Covid in ripresa e la variante Delta ora spaventa

Locatelli: il certificato verde è una strategia inevitabile nei locali chiusi

Mentre continua la discussione sul Gran Pass, nel mondo politico e non solo, tra favorevoli, contrari e quelli a meta’ strada, il Covid riprende forza in Italia, fa registrare un ritorno verso l’alto del numero dei casi e, soprattutto, con la variante Delta frena decisamente la voglia di vacanze. Infatti, proprio la variante Delta e’ alla base delle numerose disdette (del 50% secondo quanto reso noto da Fiavet) che, gli operatori del settore, stanno registrando in questi ultimi giorni.

Il governo prosegue la fase di studio della situazione e nei prossimi giorni, probabilmente nella giornata di martedi’, passera’ alla fase operativa. La cabina dii regia, infatti, dovrebbe riunirsi per mettere a punto l’eventuale impiego del Gran Pass. Si tratta di capire, innanzitutto, in quali situazioni utilizzarlo, dagli eventi in genere ai concerti, ai ristoranti al chiuso.
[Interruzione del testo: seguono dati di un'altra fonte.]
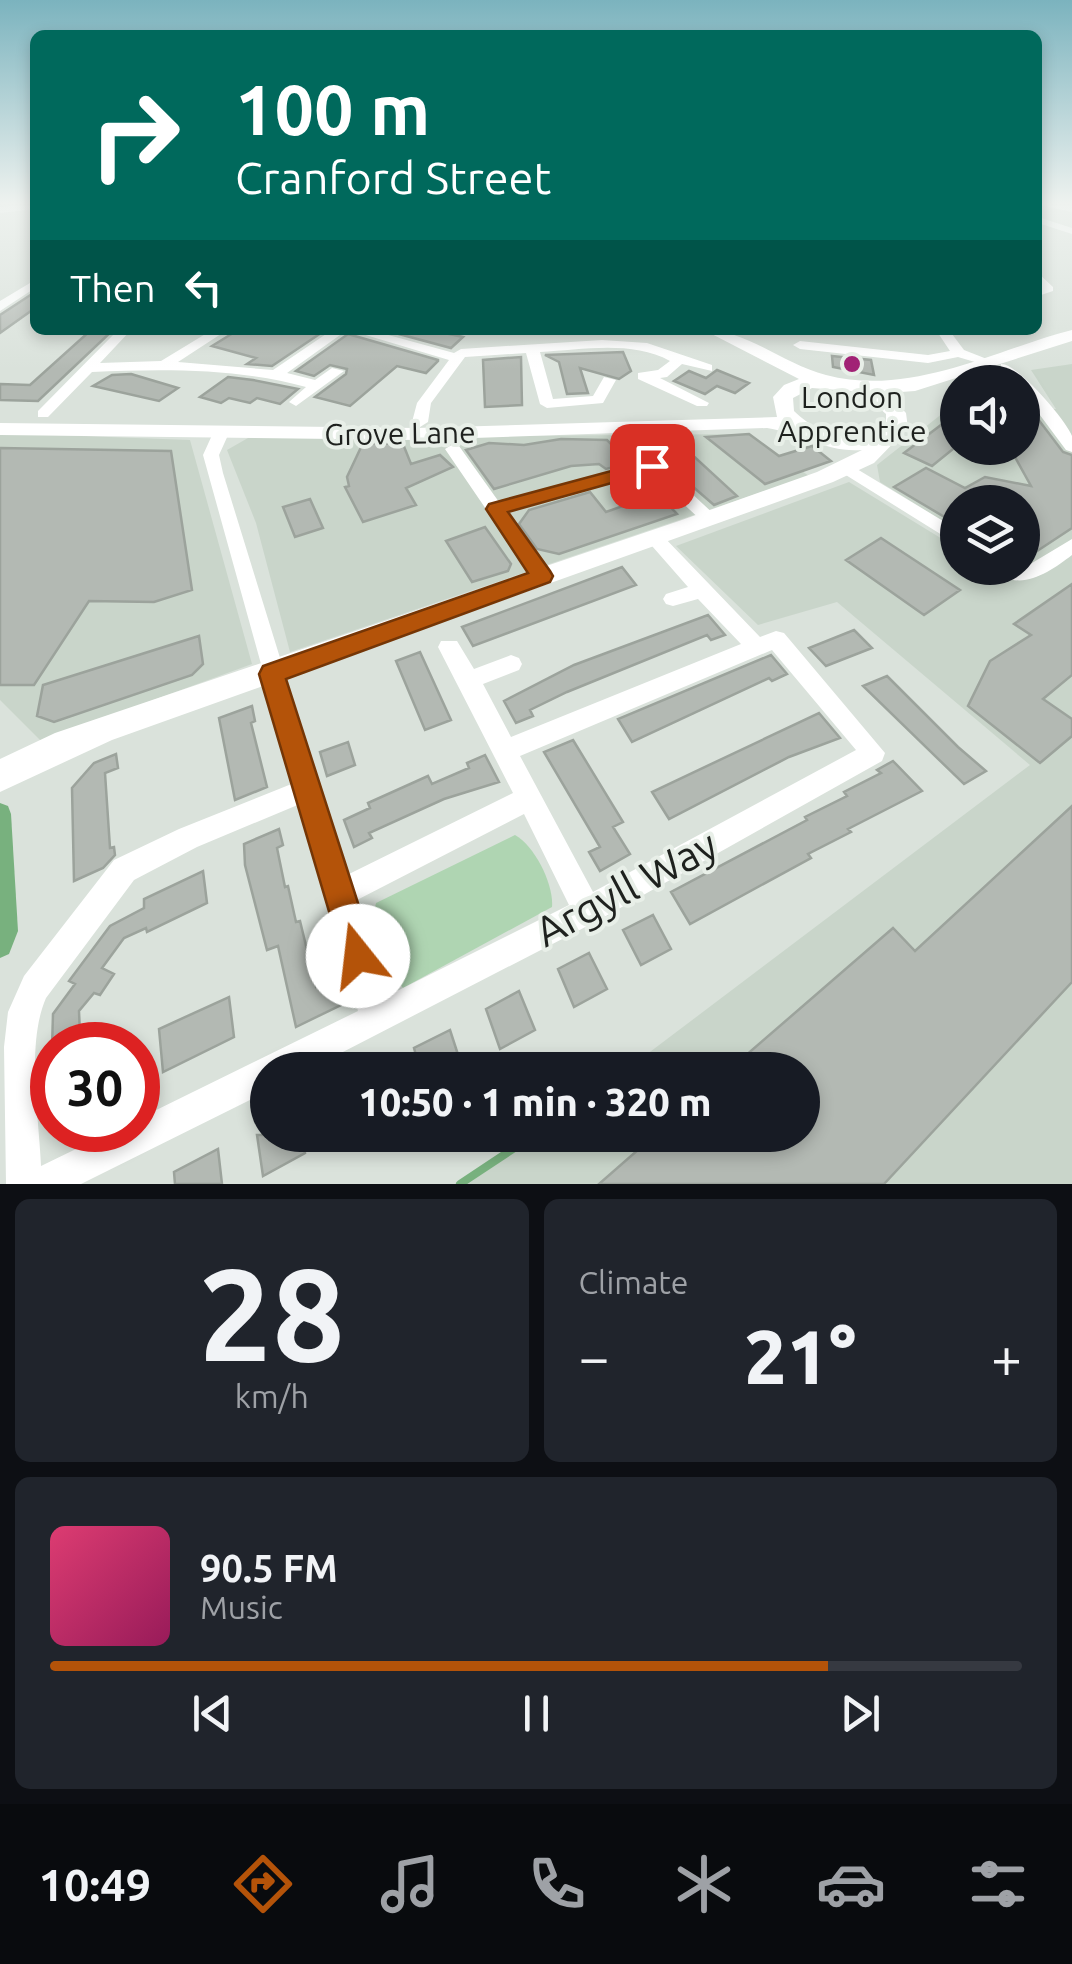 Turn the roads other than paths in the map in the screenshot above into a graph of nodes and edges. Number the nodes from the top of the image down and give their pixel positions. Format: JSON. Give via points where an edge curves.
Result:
{"nodes":[{"id":1,"x":30,"y":286,"type":"edge"},
{"id":2,"x":0,"y":307,"type":"edge"},
{"id":3,"x":121,"y":335,"type":"edge"},
{"id":4,"x":213,"y":335,"type":"edge"},
{"id":5,"x":334,"y":335,"type":"edge"},
{"id":6,"x":374,"y":335,"type":"edge"},
{"id":7,"x":731,"y":335,"type":"edge"},
{"id":8,"x":946,"y":335,"type":"edge"},
{"id":9,"x":1072,"y":335,"type":"edge"},
{"id":10,"x":599,"y":340,"type":"edge"},
{"id":11,"x":624,"y":344,"type":"junction"},
{"id":12,"x":800,"y":346,"type":"dead end"},
{"id":13,"x":1072,"y":348,"type":"edge"},
{"id":14,"x":532,"y":350,"type":"junction"},
{"id":15,"x":755,"y":351,"type":"junction"},
{"id":16,"x":960,"y":353,"type":"junction"},
{"id":17,"x":455,"y":357,"type":"junction"},
{"id":18,"x":675,"y":357,"type":"junction"},
{"id":19,"x":164,"y":364,"type":"junction"},
{"id":20,"x":996,"y":364,"type":"junction"},
{"id":21,"x":87,"y":368,"type":"junction"},
{"id":22,"x":707,"y":368,"type":"dead end"},
{"id":23,"x":337,"y":372,"type":"dead end"},
{"id":24,"x":276,"y":374,"type":"junction"},
{"id":25,"x":643,"y":376,"type":"junction"},
{"id":26,"x":828,"y":382,"type":"junction"},
{"id":27,"x":317,"y":385,"type":"junction"},
{"id":28,"x":612,"y":385,"type":"dead end"},
{"id":29,"x":860,"y":388,"type":"junction"},
{"id":30,"x":787,"y":396,"type":"junction"},
{"id":31,"x":296,"y":402,"type":"dead end"},
{"id":32,"x":702,"y":403,"type":"dead end"},
{"id":33,"x":0,"y":412,"type":"edge"},
{"id":34,"x":44,"y":414,"type":"junction"},
{"id":35,"x":420,"y":422,"type":"junction"},
{"id":36,"x":893,"y":424,"type":"junction"},
{"id":37,"x":799,"y":427,"type":"junction"},
{"id":38,"x":0,"y":429,"type":"edge"},
{"id":39,"x":221,"y":433,"type":"junction"},
{"id":40,"x":834,"y":441,"type":"junction"},
{"id":41,"x":1072,"y":447,"type":"edge"},
{"id":42,"x":453,"y":449,"type":"dead end"},
{"id":43,"x":847,"y":468,"type":"junction"},
{"id":44,"x":496,"y":509,"type":"junction"},
{"id":45,"x":709,"y":518,"type":"junction"},
{"id":46,"x":940,"y":527,"type":"edge"},
{"id":47,"x":654,"y":538,"type":"junction"},
{"id":48,"x":1072,"y":544,"type":"edge"},
{"id":49,"x":1040,"y":567,"type":"edge"},
{"id":50,"x":542,"y":576,"type":"junction"},
{"id":51,"x":702,"y":590,"type":"junction"},
{"id":52,"x":672,"y":600,"type":"dead end"},
{"id":53,"x":449,"y":647,"type":"dead end"},
{"id":54,"x":757,"y":647,"type":"junction"},
{"id":55,"x":511,"y":664,"type":"dead end"},
{"id":56,"x":272,"y":674,"type":"junction"},
{"id":57,"x":469,"y":680,"type":"junction"},
{"id":58,"x":508,"y":750,"type":"junction"},
{"id":59,"x":0,"y":776,"type":"edge"},
{"id":60,"x":308,"y":789,"type":"junction"},
{"id":61,"x":531,"y":797,"type":"junction"},
{"id":62,"x":340,"y":894,"type":"junction"},
{"id":63,"x":587,"y":911,"type":"junction"},
{"id":64,"x":376,"y":1020,"type":"junction"},
{"id":65,"x":311,"y":1052,"type":"edge"},
{"id":66,"x":250,"y":1082,"type":"edge"},
{"id":67,"x":24,"y":1184,"type":"edge"},
{"id":68,"x":43,"y":1184,"type":"edge"}],
"edges":[{"from":1,"to":2,"type":"street"},
{"from":3,"to":21,"type":"street"},
{"from":4,"to":19,"type":"street"},
{"from":5,"to":24,"type":"street"},
{"from":6,"to":17,"type":"street"},
{"from":7,"to":15,"type":"main road"},
{"from":8,"to":16,"type":"street"},
{"from":9,"to":20,"type":"main road"},
{"from":10,"to":11,"type":"street"},
{"from":10,"to":14,"type":"street"},
{"from":11,"to":18,"type":"street"},
{"from":11,"to":25,"type":"street"},
{"from":12,"to":16,"type":"street","via":[[928,358]]},
{"from":13,"to":20,"type":"main road"},
{"from":14,"to":17,"type":"street"},
{"from":14,"to":28,"type":"street","via":[[547,404],[598,400]]},
{"from":15,"to":26,"type":"main road"},
{"from":15,"to":30,"type":"main road","via":[[786,379]]},
{"from":16,"to":20,"type":"street"},
{"from":17,"to":35,"type":"street","via":[[424,403]]},
{"from":18,"to":22,"type":"street"},
{"from":18,"to":25,"type":"street","via":[[662,374]]},
{"from":19,"to":21,"type":"street"},
{"from":19,"to":24,"type":"street"},
{"from":20,"to":29,"type":"main road","via":[[908,386]]},
{"from":20,"to":36,"type":"main road","via":[[912,398]]},
{"from":20,"to":41,"type":"street","via":[[1019,376]]},
{"from":21,"to":34,"type":"street"},
{"from":23,"to":27,"type":"street"},
{"from":24,"to":27,"type":"street"},
{"from":25,"to":32,"type":"street"},
{"from":26,"to":29,"type":"main road"},
{"from":26,"to":30,"type":"main road","name":"Grove Lane"},
{"from":27,"to":31,"type":"street"},
{"from":29,"to":36,"type":"main road","via":[[878,396]]},
{"from":30,"to":35,"type":"main road","name":"Grove Lane","via":[[769,412]]},
{"from":30,"to":37,"type":"main road","via":[[784,412]]},
{"from":33,"to":34,"type":"main road","name":"Grove Lane"},
{"from":34,"to":35,"type":"main road","name":"Grove Lane"},
{"from":36,"to":40,"type":"main road","via":[[865,443]]},
{"from":36,"to":43,"type":"main road","via":[[866,458]]},
{"from":37,"to":39,"type":"main road","name":"Grove Lane","via":[[767,422],[442,434]]},
{"from":37,"to":40,"type":"main road","name":"Grove Lane"},
{"from":38,"to":39,"type":"main road","name":"Grove Lane"},
{"from":39,"to":56,"type":"street","via":[[211,454],[215,473]]},
{"from":40,"to":43,"type":"main road"},
{"from":42,"to":44,"type":"street"},
{"from":43,"to":45,"type":"main road"},
{"from":43,"to":46,"type":"street"},
{"from":44,"to":45,"type":"street","via":[[652,466]]},
{"from":44,"to":50,"type":"street"},
{"from":45,"to":47,"type":"main road"},
{"from":47,"to":50,"type":"main road"},
{"from":47,"to":51,"type":"street"},
{"from":48,"to":49,"type":"street"},
{"from":50,"to":56,"type":"main road"},
{"from":51,"to":52,"type":"street"},
{"from":51,"to":54,"type":"street"},
{"from":53,"to":57,"type":"street"},
{"from":54,"to":58,"type":"street"},
{"from":54,"to":63,"type":"street","name":"Argyll Way","via":[[776,639],[873,753]]},
{"from":55,"to":57,"type":"street"},
{"from":56,"to":59,"type":"main road","via":[[52,747]]},
{"from":56,"to":60,"type":"street"},
{"from":57,"to":58,"type":"street"},
{"from":58,"to":61,"type":"street"},
{"from":60,"to":62,"type":"street"},
{"from":60,"to":67,"type":"street","via":[[124,870],[35,987],[20,1048]]},
{"from":61,"to":62,"type":"street"},
{"from":61,"to":63,"type":"street"},
{"from":62,"to":64,"type":"street"},
{"from":63,"to":64,"type":"street","name":"Argyll Way"},
{"from":64,"to":65,"type":"street","name":"Argyll Way"},
{"from":66,"to":68,"type":"street","name":"Argyll Way"}]}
Ad accendere i riflettori sull’aumento dei casi e’ il coordinatore del Cts, Franco Locatelli: “I dati indicano una ripresa netta della circolazione virale nel Paese. Anche nelle ultime 24 ore abbiamo avuto un incremento, di circa 300 casi. Come ha documentato la Cabina di regia, l’eta’ mediana dei contagiati e’ 28 anni, dato che dimostra come i contagi siano legati in buona parte alla popolazione giovane in ragione della maggior socializzazione del periodo estivo, un po’ come e’ successo l’anno scorso”.

Sull’aumento dei casi Covid legato ai campionati europei di calcio, Locatelli sottolinea che “si cominciano a osservare e probabilmente ne vedremo di piu’. Del resto, e’ ben noto che l’incubazione del virus dura tra i 5 e i 7 giorni. Gli assembramenti e gli affollamenti hanno favorito la circolazione virale. Basta pensare anche ai focolai legati ai quarti e semifinali a Roma”.

Locatelli interviene anche sul capitolo Green Passa: “Credo che vadano fatte scelte per contrastare la ripresa della circolazione virale. Dare accesso a determinate attivita’ a chi e’ stato vaccinato, o comunque ha il certificato verde, e’ una strategia inevitabile. Penso a concerti, grandi eventi, stadi, cinema, teatri, piscine palestre. In questi casi e’ fuori discussione la necessita’ del documento. Premesso che la scelta spetta al decisore politico – sottolinea Locatelli – a titolo personale, dico che va considerato seriamente anche il Green Pass per mangiare al chiuso nei ristoranti. Peraltro, chi esita a tornare nei ristoranti credo che lo farebbe con piu’ tranquillita’ sapendo che vi hanno accesso persone con il certificato”.